§ WHAT YOU WILL DO
When you find the word "COUNCIL" in a line of the entries, please copy the whole line.

═════ SUPPLIED RECORDS ═════

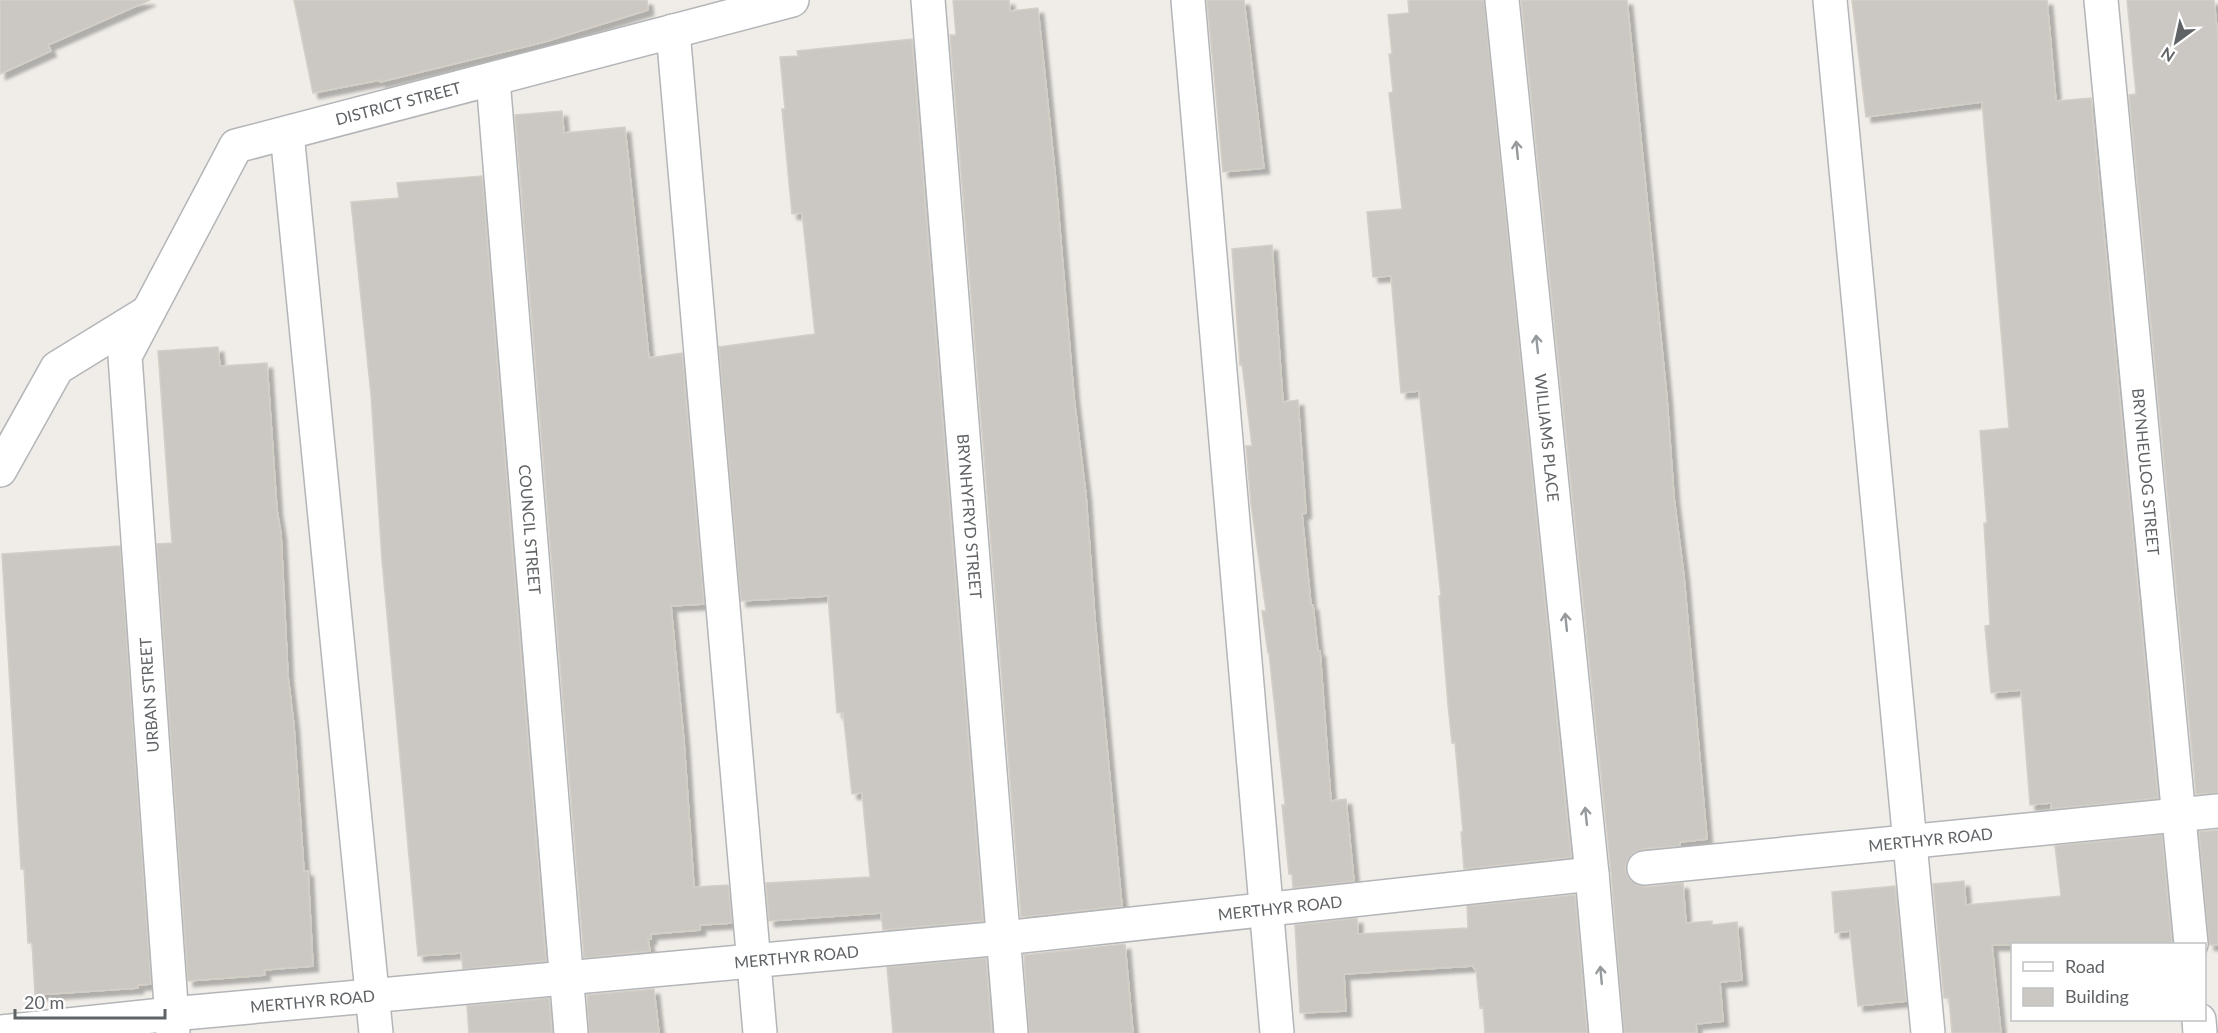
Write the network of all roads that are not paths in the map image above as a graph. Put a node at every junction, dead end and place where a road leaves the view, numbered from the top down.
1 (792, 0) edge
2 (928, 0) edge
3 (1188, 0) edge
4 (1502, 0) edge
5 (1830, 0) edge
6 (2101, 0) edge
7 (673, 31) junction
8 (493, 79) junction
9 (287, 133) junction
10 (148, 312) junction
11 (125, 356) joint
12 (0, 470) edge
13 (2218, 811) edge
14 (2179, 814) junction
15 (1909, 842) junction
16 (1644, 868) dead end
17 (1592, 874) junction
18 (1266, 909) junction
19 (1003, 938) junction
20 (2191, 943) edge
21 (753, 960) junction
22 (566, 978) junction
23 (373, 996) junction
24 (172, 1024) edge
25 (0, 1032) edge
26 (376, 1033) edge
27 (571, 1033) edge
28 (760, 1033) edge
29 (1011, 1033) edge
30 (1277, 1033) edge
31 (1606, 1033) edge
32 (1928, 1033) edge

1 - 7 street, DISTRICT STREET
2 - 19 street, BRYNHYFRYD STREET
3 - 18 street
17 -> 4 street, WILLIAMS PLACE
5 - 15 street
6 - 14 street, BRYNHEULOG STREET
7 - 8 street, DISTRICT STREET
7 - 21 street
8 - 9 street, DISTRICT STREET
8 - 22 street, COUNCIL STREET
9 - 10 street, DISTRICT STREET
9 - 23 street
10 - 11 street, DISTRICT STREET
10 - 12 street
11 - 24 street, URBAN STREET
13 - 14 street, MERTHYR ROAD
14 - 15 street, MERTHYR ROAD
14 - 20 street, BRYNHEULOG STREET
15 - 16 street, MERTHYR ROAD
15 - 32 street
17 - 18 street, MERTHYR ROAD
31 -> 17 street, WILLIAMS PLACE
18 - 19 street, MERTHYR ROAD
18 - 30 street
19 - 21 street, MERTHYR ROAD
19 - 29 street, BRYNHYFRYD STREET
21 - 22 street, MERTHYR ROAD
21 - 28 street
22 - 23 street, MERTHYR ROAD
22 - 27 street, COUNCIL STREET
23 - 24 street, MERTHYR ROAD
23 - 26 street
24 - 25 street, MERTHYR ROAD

═════

§ RESULT OF THE EXERCISE
8 - 22 street, COUNCIL STREET
22 - 27 street, COUNCIL STREET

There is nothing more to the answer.